IDE Cursor launches version 2.0 with multiple improvements. Up to eight agents can now work in parallel on the same codebase, while a new proprietary model runs 4x faster than comparable alternatives. Voice control is also being introduced.
Cursor introduces Composer, the first proprietary agentic coding model. This frontier model is four times faster than equally intelligent alternatives, the company claims. The model can generate and modify code based on natural language.
The new Plan Mode works in the background. Developers can create a plan with one model and execute it with another. Even parallel agents can be used to review multiple plans simultaneously.
Multi-agent support central
In Cursor 2.0, developers can unleash up to eight agents simultaneously on a single prompt. Via git worktrees or external machines, each agent works in its own isolated copy of the codebase. This prevents conflicts between files.
In addition, there is a new editor interface. A sidebar shows all active agents and their plans. This allows developers to keep track of exactly what is happening in their codebase.
Improved user experience
The prompt interface has been given a makeover. Files and folders now appear inline as pills. Copying and pasting prompts with tagged context has also been improved.
Many explicit items have been removed from the context menu, including @Definitions, @Web, @Link, @Recent Changes, and @Linter Errors. The agent can now collect this context independently, without manual addition to the prompt.

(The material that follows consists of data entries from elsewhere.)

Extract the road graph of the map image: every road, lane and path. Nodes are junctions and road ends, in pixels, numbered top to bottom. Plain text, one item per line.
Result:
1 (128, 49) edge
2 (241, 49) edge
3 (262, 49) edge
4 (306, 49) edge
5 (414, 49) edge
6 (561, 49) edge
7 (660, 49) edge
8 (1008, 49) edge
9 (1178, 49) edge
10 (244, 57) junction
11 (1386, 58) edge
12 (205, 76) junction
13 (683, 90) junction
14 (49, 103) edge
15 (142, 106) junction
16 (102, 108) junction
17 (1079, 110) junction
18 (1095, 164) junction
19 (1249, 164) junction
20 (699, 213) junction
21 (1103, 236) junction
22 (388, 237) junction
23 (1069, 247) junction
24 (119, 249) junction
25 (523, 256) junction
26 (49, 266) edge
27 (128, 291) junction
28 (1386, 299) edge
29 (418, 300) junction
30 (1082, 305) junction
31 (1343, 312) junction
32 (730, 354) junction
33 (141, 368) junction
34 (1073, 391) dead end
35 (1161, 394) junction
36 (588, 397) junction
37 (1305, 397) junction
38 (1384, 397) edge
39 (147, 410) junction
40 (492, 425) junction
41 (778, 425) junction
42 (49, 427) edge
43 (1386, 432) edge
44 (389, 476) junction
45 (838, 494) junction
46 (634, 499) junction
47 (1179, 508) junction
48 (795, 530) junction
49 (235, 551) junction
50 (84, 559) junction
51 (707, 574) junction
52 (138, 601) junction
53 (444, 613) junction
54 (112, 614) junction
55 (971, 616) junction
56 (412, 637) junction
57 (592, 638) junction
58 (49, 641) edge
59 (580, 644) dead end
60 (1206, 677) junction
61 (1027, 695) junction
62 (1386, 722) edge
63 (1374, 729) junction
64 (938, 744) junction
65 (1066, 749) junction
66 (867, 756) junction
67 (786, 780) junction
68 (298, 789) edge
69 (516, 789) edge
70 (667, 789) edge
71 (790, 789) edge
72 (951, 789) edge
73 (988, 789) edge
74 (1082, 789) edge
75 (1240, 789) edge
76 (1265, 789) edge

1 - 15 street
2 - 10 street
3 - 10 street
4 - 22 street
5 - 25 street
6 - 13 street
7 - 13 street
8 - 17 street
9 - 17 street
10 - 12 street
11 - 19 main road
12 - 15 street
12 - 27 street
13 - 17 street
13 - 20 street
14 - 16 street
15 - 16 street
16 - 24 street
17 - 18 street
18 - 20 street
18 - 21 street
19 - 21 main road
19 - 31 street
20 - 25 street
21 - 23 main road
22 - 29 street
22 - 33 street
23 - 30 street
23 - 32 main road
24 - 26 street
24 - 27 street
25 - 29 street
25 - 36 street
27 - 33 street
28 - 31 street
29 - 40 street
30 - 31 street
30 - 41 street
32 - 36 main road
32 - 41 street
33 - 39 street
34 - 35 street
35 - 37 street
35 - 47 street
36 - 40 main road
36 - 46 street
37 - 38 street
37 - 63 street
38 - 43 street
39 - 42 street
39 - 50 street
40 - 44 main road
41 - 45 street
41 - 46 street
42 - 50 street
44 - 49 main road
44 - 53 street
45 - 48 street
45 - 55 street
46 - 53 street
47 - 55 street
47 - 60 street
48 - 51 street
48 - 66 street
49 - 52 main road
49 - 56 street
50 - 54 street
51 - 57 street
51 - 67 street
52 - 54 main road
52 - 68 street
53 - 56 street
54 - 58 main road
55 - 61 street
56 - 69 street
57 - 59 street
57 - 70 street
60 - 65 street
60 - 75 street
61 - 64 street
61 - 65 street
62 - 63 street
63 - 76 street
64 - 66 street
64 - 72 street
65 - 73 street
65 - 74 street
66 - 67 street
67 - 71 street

Voice Mode allows the agent to be controlled by voice with built-in speech-to-text conversion. Custom submit keywords can be defined in the settings to start the agent.
Browser and sandboxing generally available
The browser functionality that appeared in beta in version 1.7 is now generally available. Enterprise teams get additional support for using the browser in 2.0. The browser can now be embedded in the editor, with powerful tools for selecting elements and sending DOM information to the agent.
Sandboxed terminals are also now fully rolled out for macOS. Shell commands not on the allowlist run in a sandbox with read and write access to the workspace but without internet access. This significantly increases security.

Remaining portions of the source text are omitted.